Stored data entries
*****

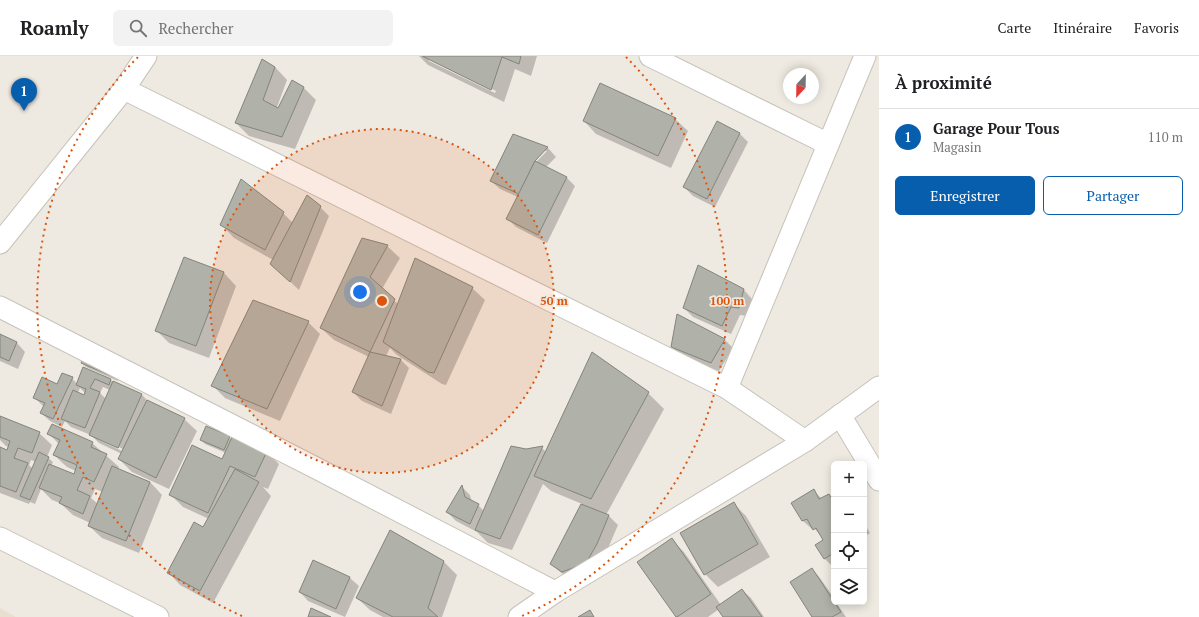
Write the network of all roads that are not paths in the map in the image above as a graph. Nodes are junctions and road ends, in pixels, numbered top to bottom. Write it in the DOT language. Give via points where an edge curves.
graph roads {
  1 [pos="146,56"];
  2 [pos="650,56"];
  3 [pos="865,56"];
  4 [pos="124,89"];
  5 [pos="828,144"];
  6 [pos="0,243"];
  7 [pos="0,307"];
  8 [pos="879,387"];
  9 [pos="728,388"];
  10 [pos="840,415"];
  11 [pos="805,440"];
  12 [pos="879,480"];
  13 [pos="0,538"];
  14 [pos="555,592"];
  15 [pos="158,617"];
  16 [pos="519,617"];
  1 -- 4 [label="street"];
  2 -- 5 [label="street"];
  3 -- 5 [label="street"];
  4 -- 6 [label="street"];
  4 -- 9 [label="street"];
  5 -- 9 [label="street"];
  7 -- 14 [label="street"];
  8 -- 10 [label="street"];
  9 -- 11 [label="street"];
  10 -- 11 [label="street"];
  10 -- 12 [label="street"];
  11 -- 14 [label="street"];
  13 -- 15 [label="street"];
  14 -- 16 [label="street"];
}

*****

_WHAT THE TASK ASKS_
From the first line to the last, restate the entries exactly, without pictures.

_EXERCISE RESPONSE_
Write the network of all roads that are not paths in the map in the image above as a graph. Nodes are junctions and road ends, in pixels, numbered top to bottom. Write it in the DOT language. Give via points where an edge curves.
graph roads {
  1 [pos="146,56"];
  2 [pos="650,56"];
  3 [pos="865,56"];
  4 [pos="124,89"];
  5 [pos="828,144"];
  6 [pos="0,243"];
  7 [pos="0,307"];
  8 [pos="879,387"];
  9 [pos="728,388"];
  10 [pos="840,415"];
  11 [pos="805,440"];
  12 [pos="879,480"];
  13 [pos="0,538"];
  14 [pos="555,592"];
  15 [pos="158,617"];
  16 [pos="519,617"];
  1 -- 4 [label="street"];
  2 -- 5 [label="street"];
  3 -- 5 [label="street"];
  4 -- 6 [label="street"];
  4 -- 9 [label="street"];
  5 -- 9 [label="street"];
  7 -- 14 [label="street"];
  8 -- 10 [label="street"];
  9 -- 11 [label="street"];
  10 -- 11 [label="street"];
  10 -- 12 [label="street"];
  11 -- 14 [label="street"];
  13 -- 15 [label="street"];
  14 -- 16 [label="street"];
}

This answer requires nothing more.